Children’s lit scholars have been following the Tucson story for months, reporting on exactly which books were boxed up and removed. Some early reports claimed that The Tempest was now off limits, but the follow up reporting suggests that, actually, it can be taught, just not in a way that involves the discussion of race or oppression, which suggests that perhaps Caliban is entirely off limits. Yet any teacher who really knows his or her students knows that sometimes the best way in to something difficult and seemingly foreign—as any Shakespeare play is to any modern classroom—is to try to make connections to the students’ own lives. And a particularly fruitful vein of Shakespeare scholarship has certainly been that which focuses on race and oppression and their many-layered interactions in his plays. Depriving students of that discussion is not only anti-intellectual, it may have precisely the opposite effect that the superintendent presumably wants, which is to acquaint students in Tucson with “mainstream” or canonical texts.

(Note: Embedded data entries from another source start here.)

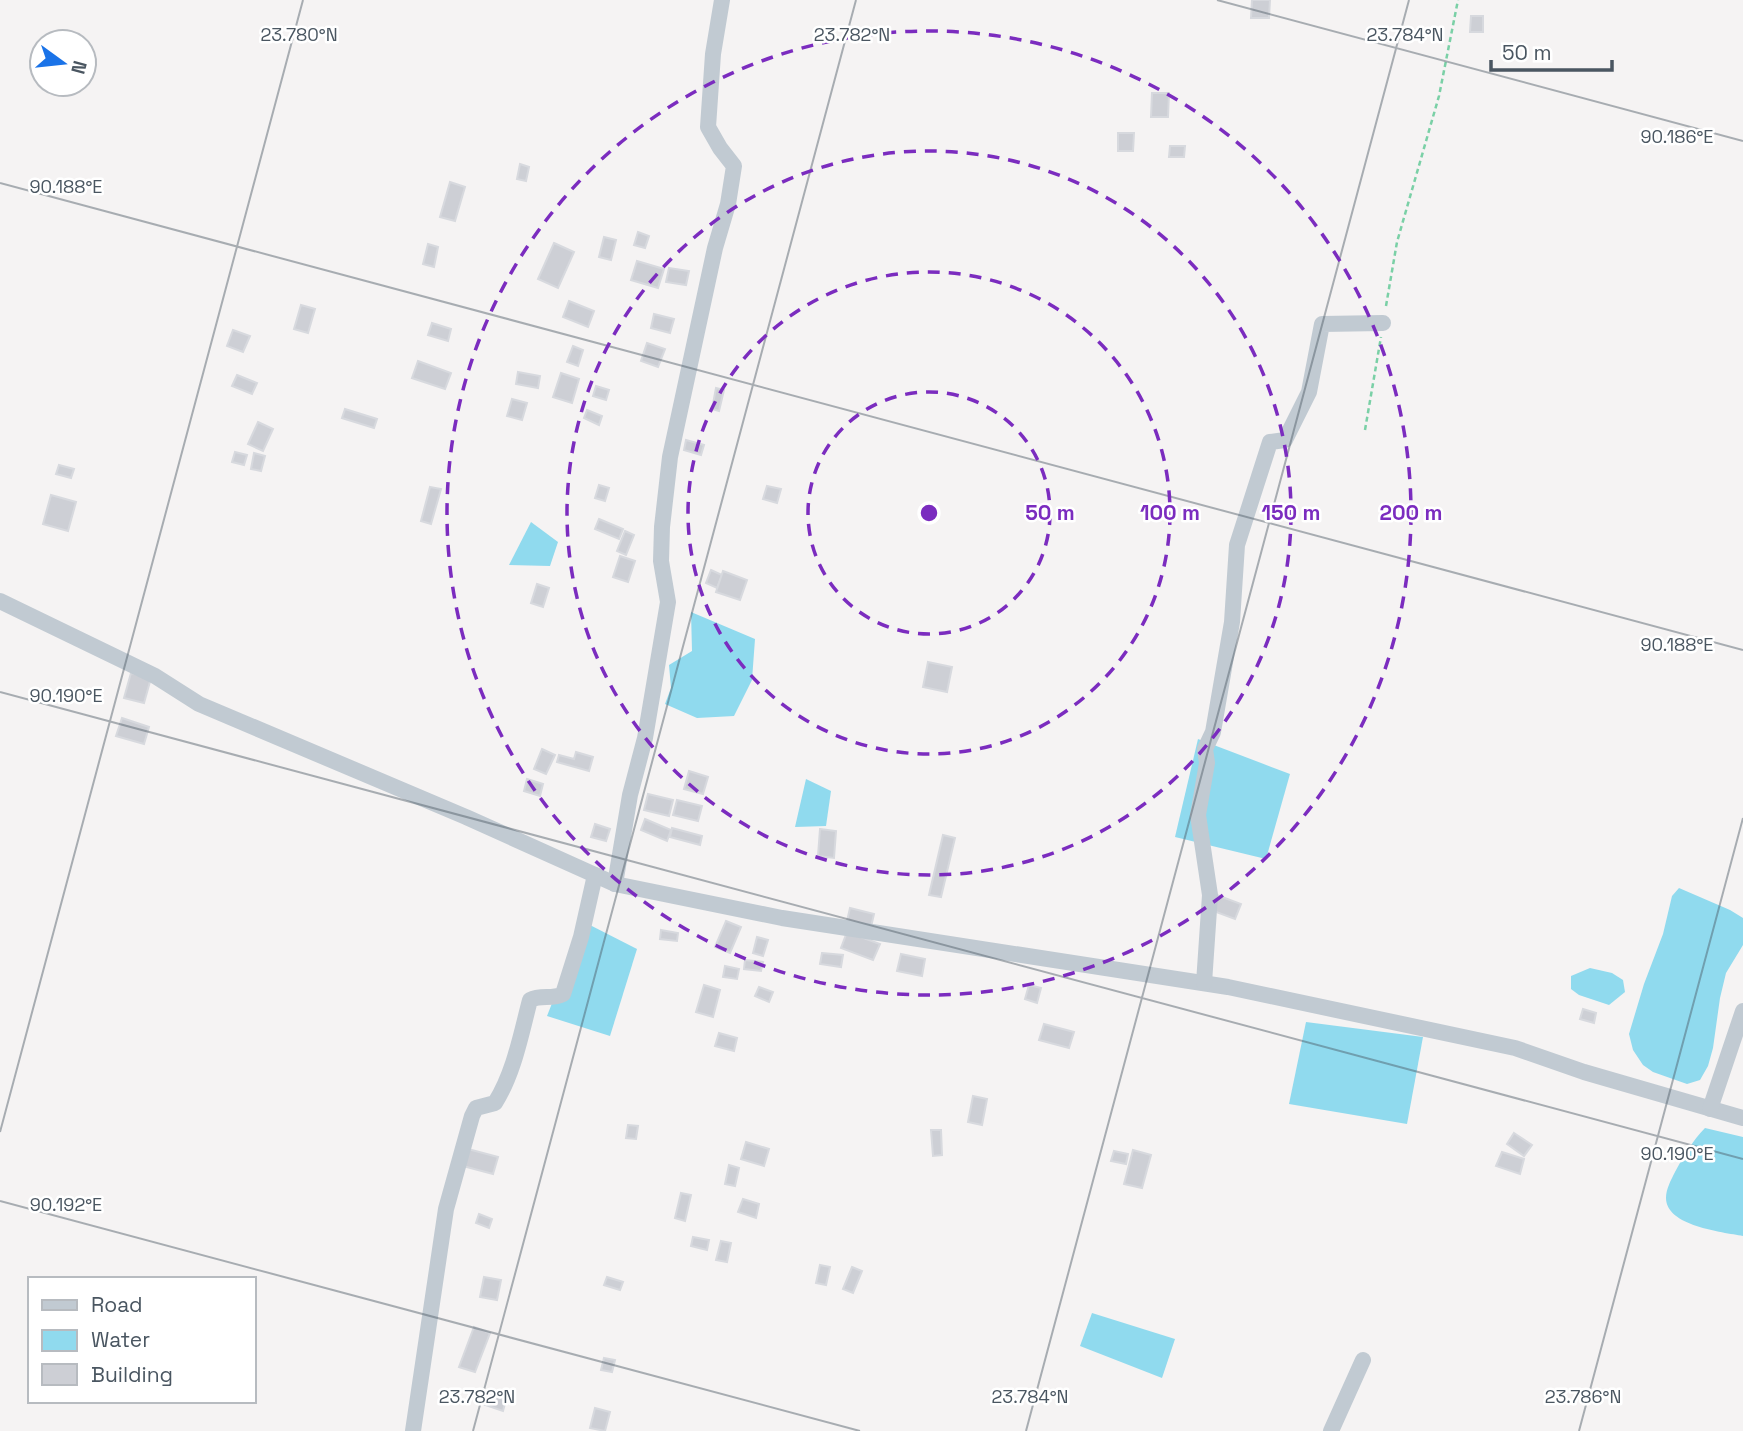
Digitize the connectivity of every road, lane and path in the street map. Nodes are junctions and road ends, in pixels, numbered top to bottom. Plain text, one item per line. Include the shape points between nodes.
1 (722, 0) edge
2 (1458, 0) edge
3 (1383, 323) junction
4 (1365, 430) dead end
5 (0, 601) edge
6 (595, 875) junction
7 (615, 884) junction
8 (1204, 983) junction
9 (1743, 1011) edge
10 (1710, 1109) junction
11 (1743, 1118) edge
12 (1363, 1360) dead end
13 (413, 1431) edge
14 (1331, 1431) edge

1 - 7 street via 708,127 734,166 670,457 661,561 668,602
2 - 3 path via 1439,96 1397,242
3 - 4 path
3 - 8 street via 1322,324 1309,392 1285,440 1270,442 1237,545 1233,622 1213,732 1205,749 1198,815 1210,895
5 - 6 street via 155,676 199,704
6 - 7 street
6 - 13 street via 563,995 530,1000 502,1093 495,1103 476,1108 471,1116 446,1209
7 - 8 street via 782,918
8 - 10 street via 1514,1048
9 - 10 street
10 - 11 street
12 - 14 street

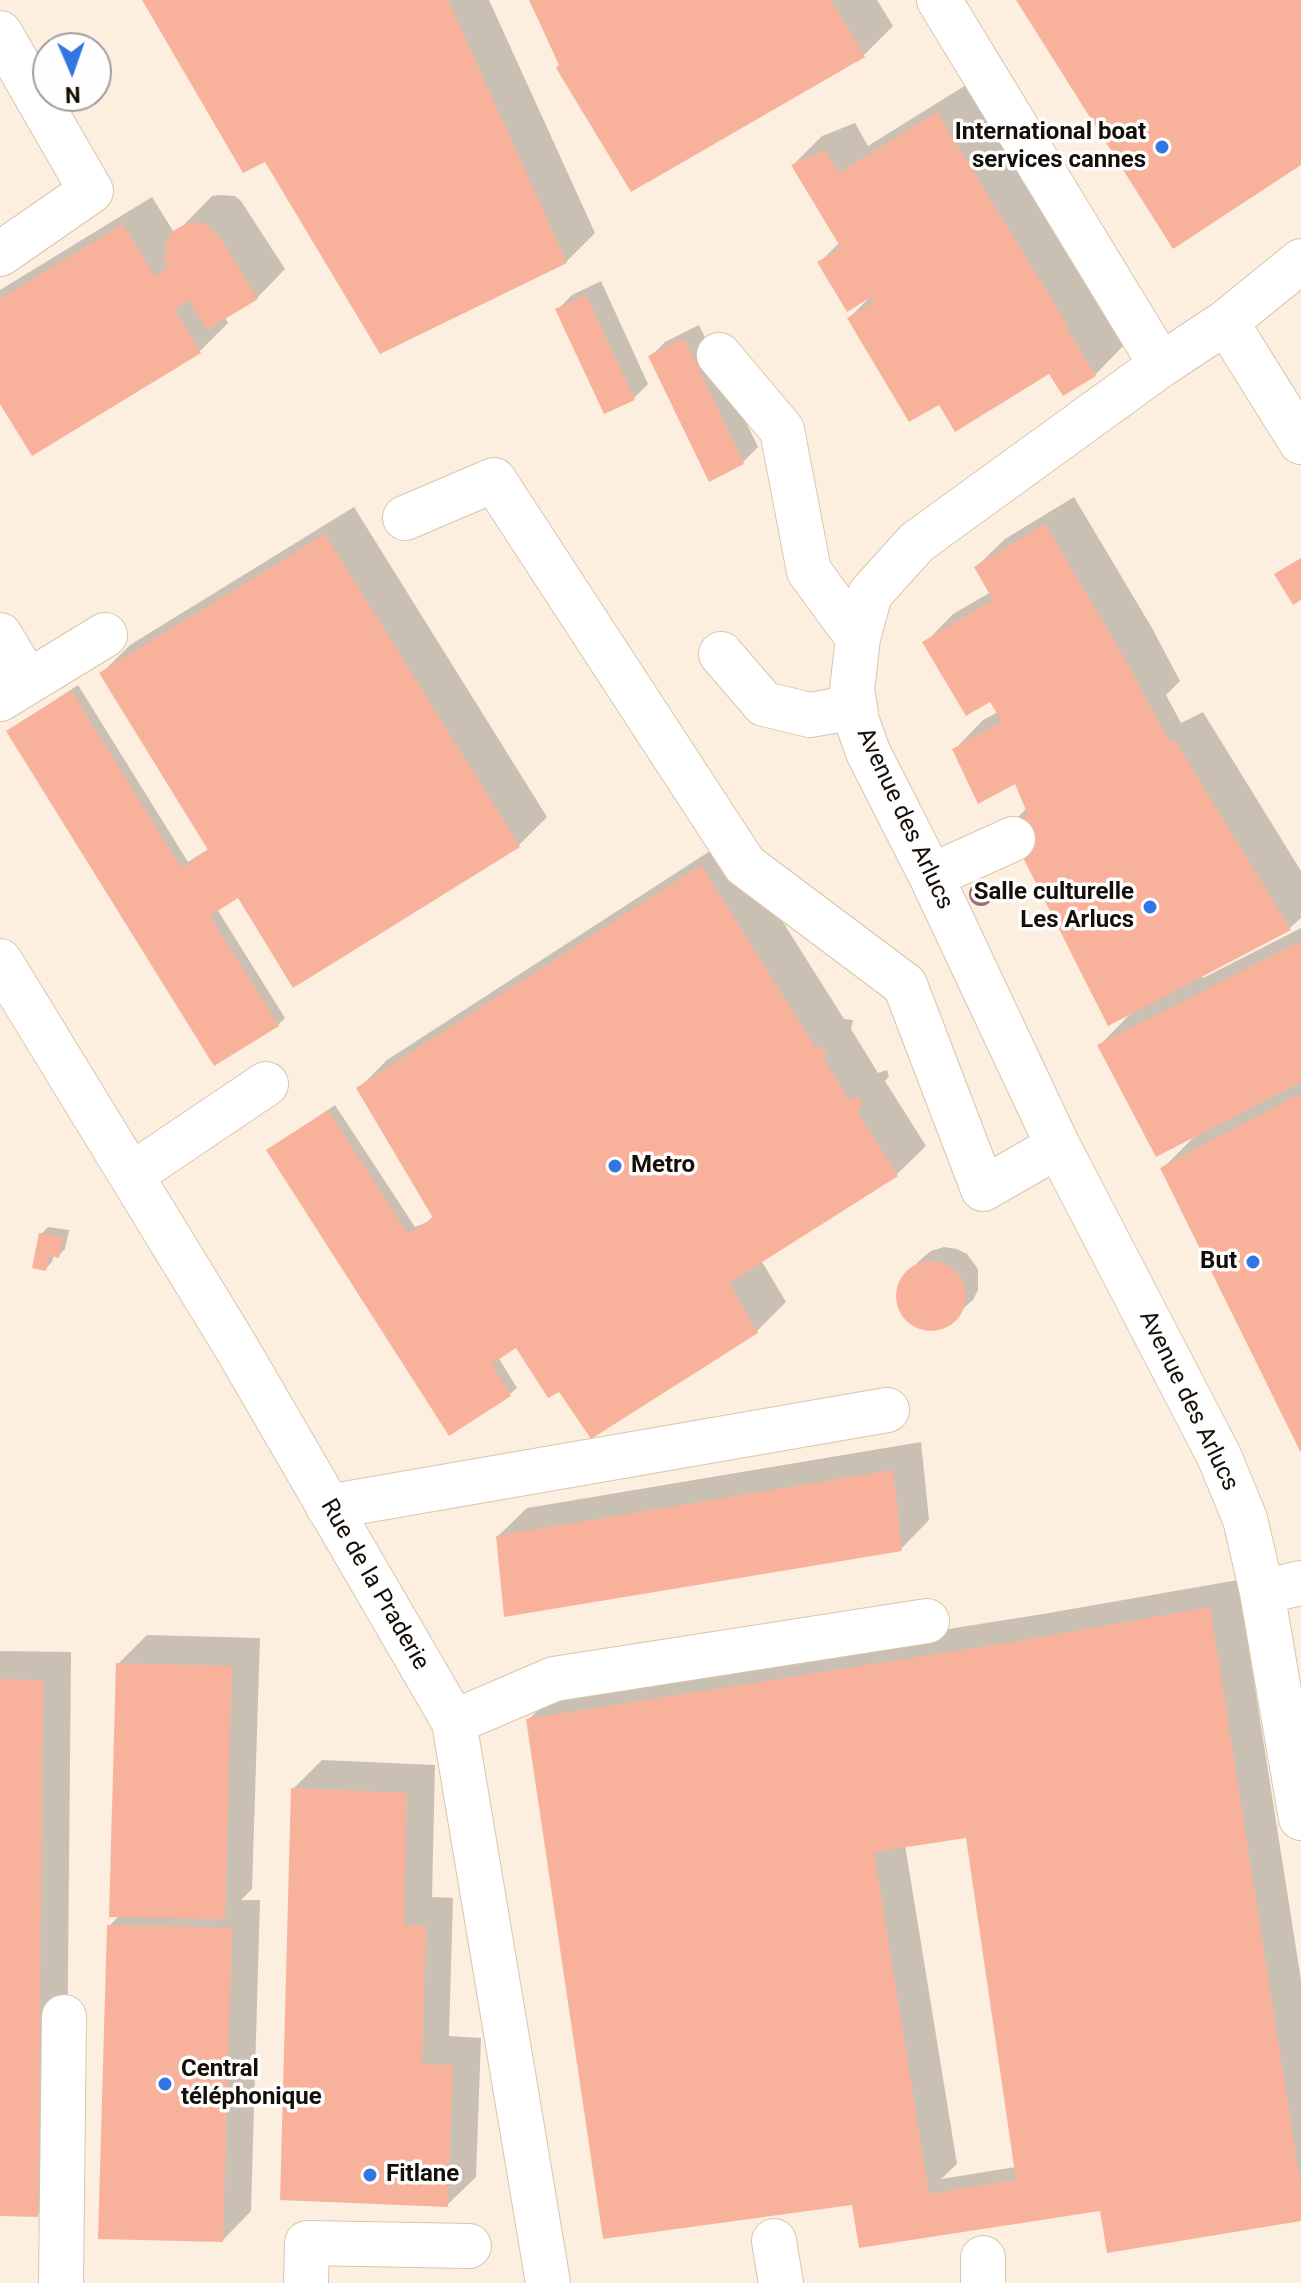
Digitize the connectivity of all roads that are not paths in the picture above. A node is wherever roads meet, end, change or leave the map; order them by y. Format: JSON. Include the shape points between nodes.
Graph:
{"nodes":[{"id":1,"x":939,"y":0,"type":"edge"},
{"id":2,"x":0,"y":33,"type":"edge"},
{"id":3,"x":0,"y":254,"type":"edge"},
{"id":4,"x":1301,"y":261,"type":"edge"},
{"id":5,"x":1226,"y":322,"type":"junction"},
{"id":6,"x":719,"y":355,"type":"dead end"},
{"id":7,"x":1161,"y":365,"type":"junction"},
{"id":8,"x":1301,"y":442,"type":"edge"},
{"id":9,"x":405,"y":518,"type":"dead end"},
{"id":10,"x":0,"y":635,"type":"edge"},
{"id":11,"x":105,"y":635,"type":"dead end"},
{"id":12,"x":858,"y":638,"type":"junction"},
{"id":13,"x":721,"y":654,"type":"dead end"},
{"id":14,"x":14,"y":691,"type":"edge"},
{"id":15,"x":855,"y":707,"type":"junction"},
{"id":16,"x":1013,"y":839,"type":"dead end"},
{"id":17,"x":931,"y":876,"type":"junction"},
{"id":18,"x":0,"y":961,"type":"edge"},
{"id":19,"x":266,"y":1084,"type":"dead end"},
{"id":20,"x":1058,"y":1146,"type":"junction"},
{"id":21,"x":131,"y":1175,"type":"junction"},
{"id":22,"x":887,"y":1410,"type":"dead end"},
{"id":23,"x":328,"y":1507,"type":"junction"},
{"id":24,"x":1282,"y":1587,"type":"edge"},
{"id":25,"x":927,"y":1621,"type":"dead end"},
{"id":26,"x":454,"y":1722,"type":"junction"},
{"id":27,"x":1301,"y":1818,"type":"edge"},
{"id":28,"x":64,"y":2017,"type":"dead end"},
{"id":29,"x":774,"y":2241,"type":"dead end"},
{"id":30,"x":469,"y":2246,"type":"dead end"},
{"id":31,"x":61,"y":2283,"type":"edge"},
{"id":32,"x":306,"y":2283,"type":"edge"},
{"id":33,"x":548,"y":2283,"type":"edge"},
{"id":34,"x":781,"y":2283,"type":"edge"}],
"edges":[{"from":1,"to":7,"type":"street"},
{"from":2,"to":3,"type":"street","via":[[91,191]]},
{"from":4,"to":5,"type":"street","name":"Avenue des Arlucs"},
{"from":5,"to":7,"type":"street","name":"Avenue des Arlucs"},
{"from":5,"to":8,"type":"street"},
{"from":6,"to":12,"type":"street","via":[[782,430],[809,571]]},
{"from":7,"to":12,"type":"street","name":"Avenue des Arlucs","via":[[917,542],[870,594]]},
{"from":9,"to":20,"type":"street","via":[[494,480],[745,865],[905,985],[983,1189]]},
{"from":10,"to":14,"type":"street"},
{"from":11,"to":14,"type":"street"},
{"from":12,"to":15,"type":"street","name":"Avenue des Arlucs"},
{"from":13,"to":15,"type":"street","via":[[764,704],[810,715]]},
{"from":15,"to":17,"type":"street","name":"Avenue des Arlucs","via":[[868,752]]},
{"from":16,"to":17,"type":"street"},
{"from":17,"to":20,"type":"street","name":"Avenue des Arlucs"},
{"from":18,"to":21,"type":"street","name":"Rue de la Praderie"},
{"from":19,"to":21,"type":"street"},
{"from":20,"to":24,"type":"street","name":"Avenue des Arlucs"},
{"from":21,"to":23,"type":"street","name":"Rue de la Praderie"},
{"from":22,"to":23,"type":"street"},
{"from":23,"to":26,"type":"street","name":"Rue de la Praderie"},
{"from":24,"to":27,"type":"street","name":"Avenue des Arlucs"},
{"from":25,"to":26,"type":"street","via":[[554,1679]]},
{"from":26,"to":33,"type":"street","name":"Rue de la Praderie"},
{"from":28,"to":31,"type":"street"},
{"from":29,"to":34,"type":"street"},
{"from":30,"to":32,"type":"street","via":[[307,2243]]}]}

I do understand that public K-12 has accountability issues that we in private higher ed so far do not. But we are mistaken, I believe, if we allow that sense of security to blind us to the real issues here: a battle is being waged over education in America today, and some of the things I most believe in—academic freedom, critical thought, and engaged pedagogy, to name just three—are already casualties.

(For more on the controversy over the closing of the Mexican American Studies program in the TUSD, see Debbie Reese’s indispensable blog, American Indians in Children’s Literature. She has links to much of the relevant coverage. For this piece I also relied on reporting and editorials in Salon.com and the New York Times, in addition to those writings linked above.)